Climate Politics

Former Secret Agents Enter the Battle Against Wildlife Smugglers Backed by Drug Cartels

As profits for poachers have soared, drawing more organized criminal groups into the trade, an "intelligence agency for Earth" is tracking the operation across borders.

Mexican spider monkeys, victims of the illegal wildlife trade, have found a home at Brookfield Zoo Chicago. 

Mexican spider monkeys, victims of the illegal wildlife trade, have found a home at Brookfield Zoo Chicago. 
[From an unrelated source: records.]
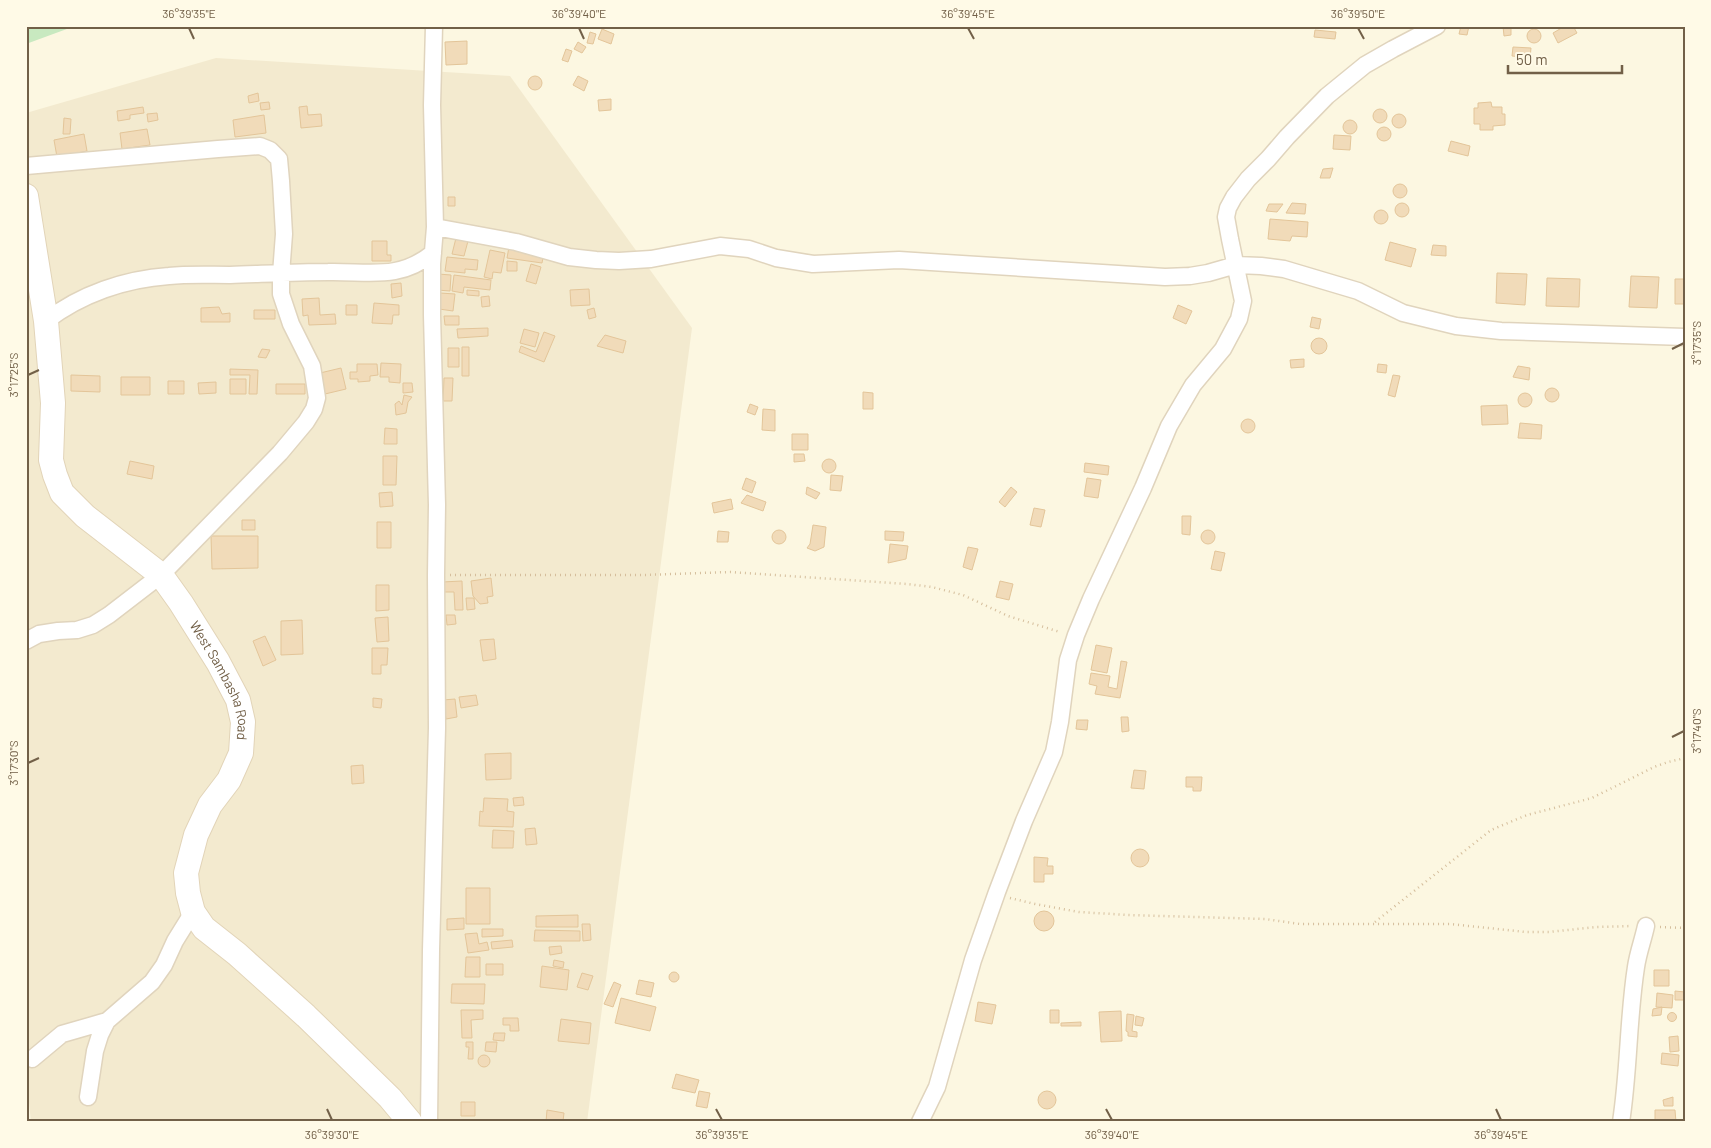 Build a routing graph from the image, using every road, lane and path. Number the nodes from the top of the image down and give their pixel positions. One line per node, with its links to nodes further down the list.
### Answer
1 (434, 26): 5 (street)
2 (1437, 26): 7 (street)
3 (26, 166): 8 (street)
4 (26, 196): 9 (street, West Sambasha Road)
5 (435, 227): 6 (street); 7 (street)
6 (433, 253): 8 (street); 12 (street)
7 (1236, 265): 10 (street); 13 (street)
8 (281, 274): 9 (street); 11 (street)
9 (46, 321): 11 (street, West Sambasha Road)
10 (1685, 337)
11 (161, 575): 14 (street); 17 (street, West Sambasha Road)
12 (436, 575): 13 (path); 25 (street)
13 (1076, 634): 16 (street)
14 (26, 641)
15 (1685, 758): 18 (path)
16 (997, 892): 18 (path); 26 (street)
17 (193, 912): 21 (street); 24 (street, West Sambasha Road)
18 (1374, 923): 19 (path)
19 (1646, 926): 20 (path); 27 (street)
20 (1685, 928)
21 (107, 1021): 22 (street); 23 (street)
22 (32, 1059)
23 (88, 1096)
24 (410, 1122)
25 (429, 1122)
26 (920, 1122)
27 (1621, 1122) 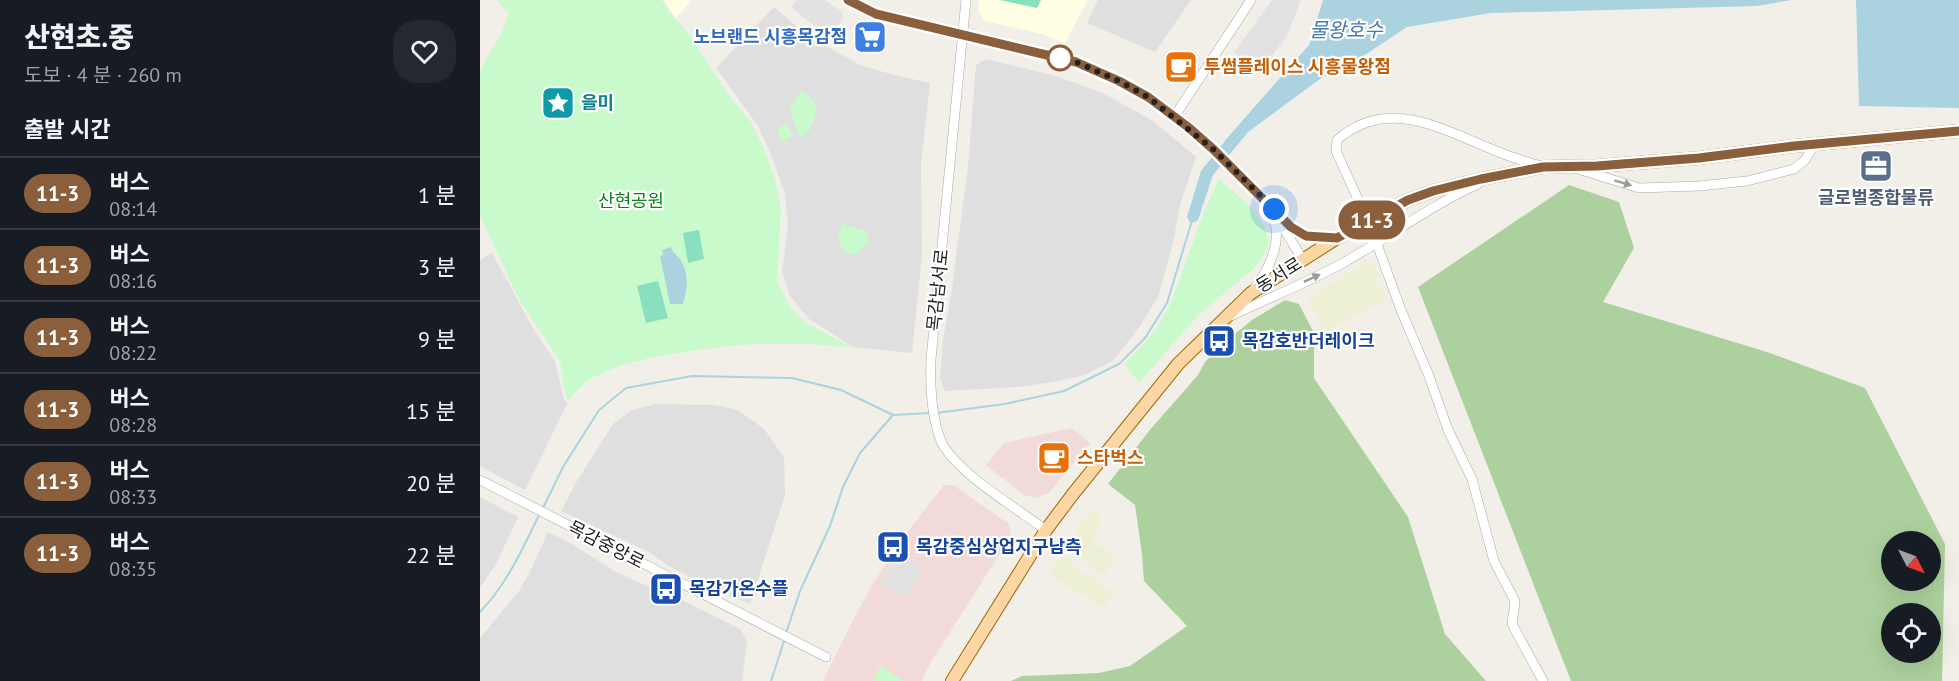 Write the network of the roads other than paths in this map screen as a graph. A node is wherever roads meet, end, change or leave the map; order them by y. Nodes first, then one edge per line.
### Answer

Source: Brookfield Zoo Chicago

Mark Davis loves to pretend he is a criminal. During a 30-year career working undercover for the FBI as a special agent, Davis posed as a cocaine smuggler, negotiated million-dollar deals with money launderers and showed up at a criminal rendezvous with $200,000 in cash. Davis retired from the FBI in 2016 to work another beat. Today, he runs undercover assignments to help arrest rhino horn smugglers, jaguar skin dealers and spider monkey brokers.

Davis specializes in gathering evidence for international law enforcement agencies, working to take down smugglers profiting from the illegal trade in wildlife and endangered species. In Bolivia, he secretly filmed meetings with jaguar traffickers and, in China, he negotiated the sale price for shark fin. In a McDonald’s parking lot in Chula Vista, California, near the border with Tijuana, Davis surveilled the scene as a fellow informant set up a faux deal to sell a quarter of a million dollars worth of organs from the totoaba, an endangered Mexican fish so valuable that traffickers call it “The Cocaine of the Sea.”